Do you remember when comfortable, utility sandals were all the rage in fashion? No? Me neither. Most likely because finding apparel companies that strike the delicate balance between form and function,especially in casual, practical footwear, is difficult.
Until now, apparently. According to the New York Times, Teva, the footwear company founded in 1984 with its practical, Velcro-fitted sandals, is making a real campaign to be the next fashion trend.
Quick disclaimer, nobody has ever mistaken me as a fashion expert, but I know enough to avoid major fashion tragedies, like mixing patterns, no white after Labor Day, or fastening the bottom button of a sport coat. So any opinion henceforth is that of a middle-aged, casual GQ subscriber, for whatever that's worth.
With that said, my belief has long been that practical sandals, like Tevas, were reserved for dads, campers, and dads that went camping. Unbeknownst to me, Teva has been on a mission since 2010 to dispel this stereotype with various collaborations with fashion labels to create buzz around its Velcro strapped sandals.
For instance, a quick glance at the Teva website yielded a collaboration with designer Anna Sui for a Teva sandal that sells for -- wait for it -- $275.
Most recently, Teva partnered with activewear start-up, Outdoor Voices, to release a sandal collaboration signified by mismatched, color-blocked straps. Outdoor Voices reported that most sizes had sold out within a week after launching on its website, sparked primarily by a prominent showing during the New York Fashion Week this past September. At the show, these new Tevas were part of several spring collections, with runway models adorning Tevas, even with socks.
Turning rugged utility clothing into a fashion trend is nothing new. Levi Strauss originally manufactured utility wear from denim fabric for gold miners during the California gold rush of the 1840's. Although worn casually for years, jeans became the iconic standard for casual wear in the 1950's with their popularity among youth subcultures.
More recently, Inc.com writer, Christine Lagorio-Chafkin, discussed the rebirth of Carhartt, the Detroit-based apparel company known for its utility work clothing, including jackets, overalls, and dungarees. Since 1889, the company had quietly and effectively serviced blue-collar workers, but in 1992, its line of rugged apparel jumped onto the fashion scene after being adorned by House of Pain in their wildly popular music video, "Jump Around."
So what's the point of all of this? What can entrepreneurs learn from these lackluster apparel brands turned fashion phenoms?
Building a popular brand, or giving new energy to an existing brand, very much depends on social acceptance. This has long been the case, as brands act much like people, and just like many people, they depend on the acceptance and validation of others.
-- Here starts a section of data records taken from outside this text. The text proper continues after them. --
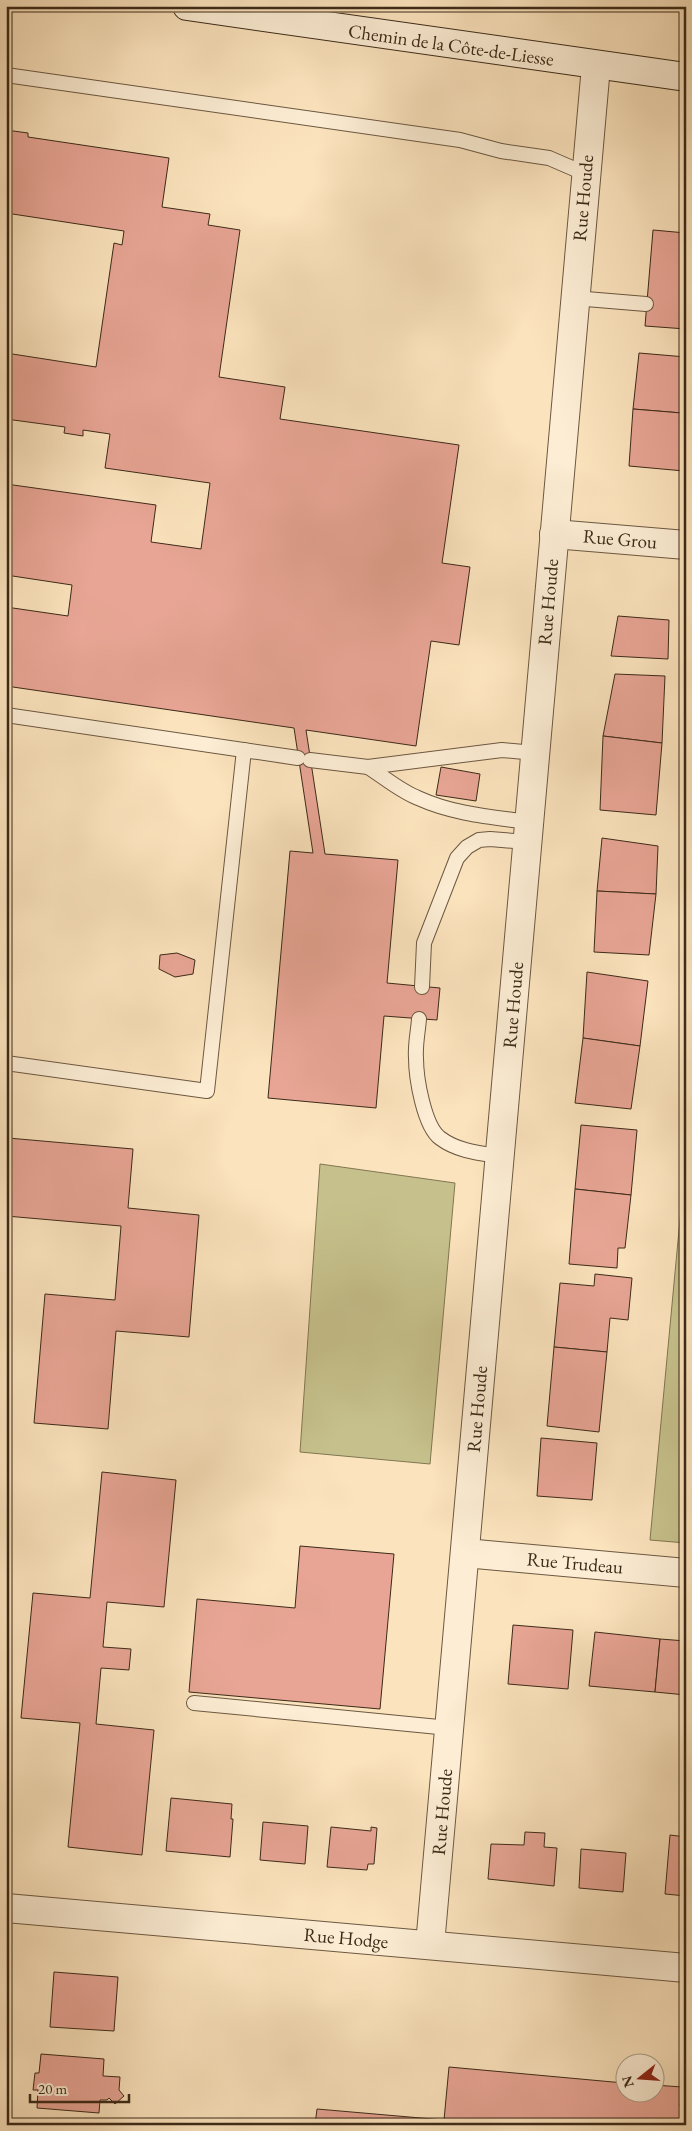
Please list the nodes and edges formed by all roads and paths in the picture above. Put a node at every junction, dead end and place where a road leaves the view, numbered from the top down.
1 (187, 6) edge
2 (596, 66) junction
3 (6, 75) edge
4 (686, 77) edge
5 (586, 174) junction
6 (574, 298) junction
7 (646, 304) dead end
8 (554, 534) junction
9 (686, 545) edge
10 (6, 715) edge
11 (244, 750) junction
12 (535, 753) junction
13 (368, 767) junction
14 (528, 832) junction
15 (422, 987) dead end
16 (419, 1019) dead end
17 (6, 1063) edge
18 (499, 1156) junction
19 (465, 1552) junction
20 (686, 1574) edge
21 (194, 1703) dead end
22 (449, 1728) junction
23 (6, 1908) edge
24 (430, 1945) junction
25 (686, 1968) edge

1 - 2 street, Chemin de la Côte-de-Liesse
2 - 4 street, Chemin de la Côte-de-Liesse
2 - 5 street, Rue Houde
3 - 5 lane
5 - 6 street, Rue Houde
6 - 7 lane
6 - 8 street, Rue Houde
8 - 9 street, Rue Grou
8 - 12 street, Rue Houde
10 - 11 lane
11 - 13 lane
11 - 17 lane
12 - 13 lane
12 - 14 street, Rue Houde
13 - 14 lane
14 - 15 lane
14 - 18 street, Rue Houde
16 - 18 lane
18 - 19 street, Rue Houde
19 - 20 street, Rue Trudeau
19 - 22 street, Rue Houde
21 - 22 lane
22 - 24 street, Rue Houde
23 - 24 street, Rue Hodge
24 - 25 street, Rue Hodge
This has never been more important than today, as the impact of social media continues to grow and influence our lives. In the past, marketing strategies were the primary driver of consumer behavior, but these days, we are more influenced by the feedback of and validation by others.
For instance, when was the last time you sought to buy or download something, only to change your mind because of the poor ratings and comments of others? On the other hand, have you ever purchased or downloaded something impulsively because you saw so many other people doing it?
If not, congratulations on having a much stronger constitution than us other mortals. Most of us, however, seek the feedback of others to validate our buying decisions. So, while you don't need to partner with Gucci or Louis Vuitton to boost your brand, you can learn from those who have. Here are a few take aways:
1. Be willing to evolve.
Discovering the new and creative ideas that will spark life into your company requires a willingness and culture that is open to them. Maybe the "old way" worked in the past, but if you are reading this hoping to find inspiration, my bet is that the old way no longer works as well as it once did, and something new is needed.
2. Be open to collaboration.
The benefits of collaboration are many, including expanding your network of expertise and consumers. You don't need to partner with a large and established brand, but rather seek out other companies that fill a need, missing expertise or untapped market for your brand.
3. Encourage sharing.
Younger generations love to share their experiences, but older generations are less willing -- unless to complain about a bad experience. To build credibility and social acceptance, you need to take an active role in encouraging and reminding customers to share their experiences. Sometimes, it just requires you to ask.
4. Make it easy to share.
In order to make sharing effective and plentiful, it needs to be frictionless. This requires a very active role in developing your online presence, including regularly managing your business listings and curating social media profiles.
5. Stay true to your values.
While collaboration and sharing is important, so too is authenticity. Staying true to your brand and your values, including identifying the right collaboration partners, is key for creating loyalty with consumers from every generation.